Records from a data source
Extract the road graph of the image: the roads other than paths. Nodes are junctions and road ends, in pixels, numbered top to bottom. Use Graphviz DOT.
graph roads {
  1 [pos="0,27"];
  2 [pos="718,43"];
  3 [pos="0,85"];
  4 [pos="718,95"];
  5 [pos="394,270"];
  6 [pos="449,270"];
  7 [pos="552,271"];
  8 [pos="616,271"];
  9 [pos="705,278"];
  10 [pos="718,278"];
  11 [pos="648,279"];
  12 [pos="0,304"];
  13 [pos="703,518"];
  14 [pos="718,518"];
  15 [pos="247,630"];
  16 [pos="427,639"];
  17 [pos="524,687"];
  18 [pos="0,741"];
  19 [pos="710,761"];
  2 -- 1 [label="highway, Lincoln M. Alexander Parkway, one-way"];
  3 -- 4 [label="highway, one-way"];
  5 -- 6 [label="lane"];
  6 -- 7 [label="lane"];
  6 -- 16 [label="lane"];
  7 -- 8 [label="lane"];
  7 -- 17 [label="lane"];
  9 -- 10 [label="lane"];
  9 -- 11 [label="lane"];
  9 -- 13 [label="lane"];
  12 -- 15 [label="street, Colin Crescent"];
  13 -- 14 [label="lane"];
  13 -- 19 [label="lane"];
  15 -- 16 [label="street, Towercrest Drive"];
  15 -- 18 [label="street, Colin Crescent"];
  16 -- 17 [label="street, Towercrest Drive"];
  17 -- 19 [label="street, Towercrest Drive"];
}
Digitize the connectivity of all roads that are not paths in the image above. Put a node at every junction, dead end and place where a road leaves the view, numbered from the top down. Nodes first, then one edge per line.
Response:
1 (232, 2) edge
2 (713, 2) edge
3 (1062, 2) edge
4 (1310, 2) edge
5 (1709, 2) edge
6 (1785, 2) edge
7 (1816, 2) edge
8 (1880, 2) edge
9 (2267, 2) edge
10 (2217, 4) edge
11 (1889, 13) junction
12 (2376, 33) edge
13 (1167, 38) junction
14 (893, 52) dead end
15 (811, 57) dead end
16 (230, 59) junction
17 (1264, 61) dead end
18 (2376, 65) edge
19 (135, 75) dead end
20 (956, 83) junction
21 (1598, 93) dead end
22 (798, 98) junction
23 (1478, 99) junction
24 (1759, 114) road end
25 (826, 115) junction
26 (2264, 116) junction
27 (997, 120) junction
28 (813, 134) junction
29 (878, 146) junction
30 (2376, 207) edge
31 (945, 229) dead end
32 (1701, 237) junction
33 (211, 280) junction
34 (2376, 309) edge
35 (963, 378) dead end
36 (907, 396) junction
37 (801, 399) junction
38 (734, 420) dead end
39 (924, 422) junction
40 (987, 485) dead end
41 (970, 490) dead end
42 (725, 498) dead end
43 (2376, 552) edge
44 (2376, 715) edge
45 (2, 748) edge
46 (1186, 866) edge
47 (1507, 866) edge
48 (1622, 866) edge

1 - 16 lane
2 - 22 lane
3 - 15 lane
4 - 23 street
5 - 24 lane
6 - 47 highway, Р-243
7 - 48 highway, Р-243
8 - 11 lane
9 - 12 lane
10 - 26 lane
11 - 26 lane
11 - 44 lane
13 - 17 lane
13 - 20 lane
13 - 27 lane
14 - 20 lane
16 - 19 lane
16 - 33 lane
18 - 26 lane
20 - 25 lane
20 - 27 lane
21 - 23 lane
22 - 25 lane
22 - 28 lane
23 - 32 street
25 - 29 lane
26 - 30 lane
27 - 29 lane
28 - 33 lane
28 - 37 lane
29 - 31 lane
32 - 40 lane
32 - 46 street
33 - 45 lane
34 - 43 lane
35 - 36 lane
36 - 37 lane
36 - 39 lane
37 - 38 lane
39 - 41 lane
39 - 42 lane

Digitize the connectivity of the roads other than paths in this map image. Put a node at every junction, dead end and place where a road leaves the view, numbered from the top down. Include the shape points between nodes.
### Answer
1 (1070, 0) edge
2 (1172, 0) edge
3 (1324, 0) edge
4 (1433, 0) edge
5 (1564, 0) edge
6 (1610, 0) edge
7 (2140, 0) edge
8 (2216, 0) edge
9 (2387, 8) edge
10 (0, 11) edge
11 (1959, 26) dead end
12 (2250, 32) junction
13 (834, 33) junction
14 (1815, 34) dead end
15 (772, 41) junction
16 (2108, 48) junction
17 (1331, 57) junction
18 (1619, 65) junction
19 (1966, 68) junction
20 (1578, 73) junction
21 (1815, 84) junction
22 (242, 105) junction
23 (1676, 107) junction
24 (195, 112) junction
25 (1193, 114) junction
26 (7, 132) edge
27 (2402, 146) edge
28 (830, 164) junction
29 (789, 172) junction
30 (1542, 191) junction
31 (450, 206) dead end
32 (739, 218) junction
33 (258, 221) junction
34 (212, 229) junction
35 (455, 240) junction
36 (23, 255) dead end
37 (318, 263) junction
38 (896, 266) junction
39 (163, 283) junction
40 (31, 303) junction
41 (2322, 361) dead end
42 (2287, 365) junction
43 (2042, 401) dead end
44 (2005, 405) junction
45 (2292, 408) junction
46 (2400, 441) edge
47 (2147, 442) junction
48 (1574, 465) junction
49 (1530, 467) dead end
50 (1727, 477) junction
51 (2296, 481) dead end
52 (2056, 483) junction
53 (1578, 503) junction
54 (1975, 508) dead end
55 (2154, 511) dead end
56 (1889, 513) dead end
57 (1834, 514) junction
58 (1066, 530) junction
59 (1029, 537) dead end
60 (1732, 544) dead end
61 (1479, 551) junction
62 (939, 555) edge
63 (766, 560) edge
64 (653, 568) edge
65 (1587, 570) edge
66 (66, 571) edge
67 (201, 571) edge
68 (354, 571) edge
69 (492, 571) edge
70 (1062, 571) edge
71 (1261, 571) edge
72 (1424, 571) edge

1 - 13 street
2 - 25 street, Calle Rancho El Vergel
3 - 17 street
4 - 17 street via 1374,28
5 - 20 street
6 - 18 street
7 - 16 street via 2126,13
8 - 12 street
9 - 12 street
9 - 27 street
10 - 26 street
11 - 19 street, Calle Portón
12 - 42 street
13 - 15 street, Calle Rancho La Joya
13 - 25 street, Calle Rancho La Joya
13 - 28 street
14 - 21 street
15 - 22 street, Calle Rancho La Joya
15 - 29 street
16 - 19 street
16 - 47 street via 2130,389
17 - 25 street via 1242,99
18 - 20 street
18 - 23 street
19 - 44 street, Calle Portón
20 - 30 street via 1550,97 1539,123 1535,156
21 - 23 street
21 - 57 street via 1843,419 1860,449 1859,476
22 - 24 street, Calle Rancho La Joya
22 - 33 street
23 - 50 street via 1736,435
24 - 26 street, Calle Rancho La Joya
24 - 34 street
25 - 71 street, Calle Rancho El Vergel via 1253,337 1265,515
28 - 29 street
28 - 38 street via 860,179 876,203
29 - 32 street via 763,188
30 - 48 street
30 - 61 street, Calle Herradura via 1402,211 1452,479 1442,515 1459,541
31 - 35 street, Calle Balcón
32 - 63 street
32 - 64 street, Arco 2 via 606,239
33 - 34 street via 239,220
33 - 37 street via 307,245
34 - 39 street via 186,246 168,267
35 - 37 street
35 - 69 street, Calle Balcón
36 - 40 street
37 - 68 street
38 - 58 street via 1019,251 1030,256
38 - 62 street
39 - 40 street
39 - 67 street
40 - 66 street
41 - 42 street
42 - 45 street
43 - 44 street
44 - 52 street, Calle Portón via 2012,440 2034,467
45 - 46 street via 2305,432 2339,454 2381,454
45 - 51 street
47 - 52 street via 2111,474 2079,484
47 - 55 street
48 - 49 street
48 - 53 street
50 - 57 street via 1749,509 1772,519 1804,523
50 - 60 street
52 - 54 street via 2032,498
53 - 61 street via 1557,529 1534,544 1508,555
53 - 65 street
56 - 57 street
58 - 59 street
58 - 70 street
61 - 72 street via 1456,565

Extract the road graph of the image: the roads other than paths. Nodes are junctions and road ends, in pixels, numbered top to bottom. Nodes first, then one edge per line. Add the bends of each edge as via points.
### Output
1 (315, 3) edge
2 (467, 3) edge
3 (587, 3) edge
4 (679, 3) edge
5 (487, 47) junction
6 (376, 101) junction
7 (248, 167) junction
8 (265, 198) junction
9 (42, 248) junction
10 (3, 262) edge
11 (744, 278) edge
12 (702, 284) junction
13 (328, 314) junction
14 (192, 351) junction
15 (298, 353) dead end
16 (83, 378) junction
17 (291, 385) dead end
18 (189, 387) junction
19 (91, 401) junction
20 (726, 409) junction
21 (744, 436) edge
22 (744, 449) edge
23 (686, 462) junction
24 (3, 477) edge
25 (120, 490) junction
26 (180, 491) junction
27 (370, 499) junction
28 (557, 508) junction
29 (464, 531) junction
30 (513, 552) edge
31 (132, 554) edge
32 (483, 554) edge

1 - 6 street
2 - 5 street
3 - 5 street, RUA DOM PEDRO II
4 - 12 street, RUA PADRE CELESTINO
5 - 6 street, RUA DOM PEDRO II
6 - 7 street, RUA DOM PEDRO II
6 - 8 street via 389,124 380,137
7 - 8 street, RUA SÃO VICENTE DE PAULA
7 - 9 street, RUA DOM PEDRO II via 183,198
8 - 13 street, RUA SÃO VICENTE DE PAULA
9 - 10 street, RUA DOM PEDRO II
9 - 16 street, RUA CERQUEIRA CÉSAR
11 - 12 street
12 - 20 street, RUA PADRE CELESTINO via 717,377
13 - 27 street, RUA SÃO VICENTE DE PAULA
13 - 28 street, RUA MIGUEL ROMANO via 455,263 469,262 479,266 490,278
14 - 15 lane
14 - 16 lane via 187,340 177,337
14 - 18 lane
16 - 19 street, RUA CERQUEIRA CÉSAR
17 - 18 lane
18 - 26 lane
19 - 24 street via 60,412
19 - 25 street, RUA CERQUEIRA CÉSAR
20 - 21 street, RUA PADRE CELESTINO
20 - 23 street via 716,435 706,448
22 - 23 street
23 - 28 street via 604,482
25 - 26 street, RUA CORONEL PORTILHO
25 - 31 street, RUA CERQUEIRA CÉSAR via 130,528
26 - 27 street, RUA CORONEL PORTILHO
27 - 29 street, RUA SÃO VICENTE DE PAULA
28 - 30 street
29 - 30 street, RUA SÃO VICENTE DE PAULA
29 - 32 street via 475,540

* **TASK ITEM**
Go through the entries and report every line with the string "place".

* **RESULT BELOW**
Digitize the connectivity of all roads that are not paths in the image above. Put a node at every junction, dead end and place where a road leaves the view, numbered from the top down. Nodes first, then one edge per line.
Digitize the connectivity of the roads other than paths in this map image. Put a node at every junction, dead end and place where a road leaves the view, numbered from the top down. Include the shape points between nodes.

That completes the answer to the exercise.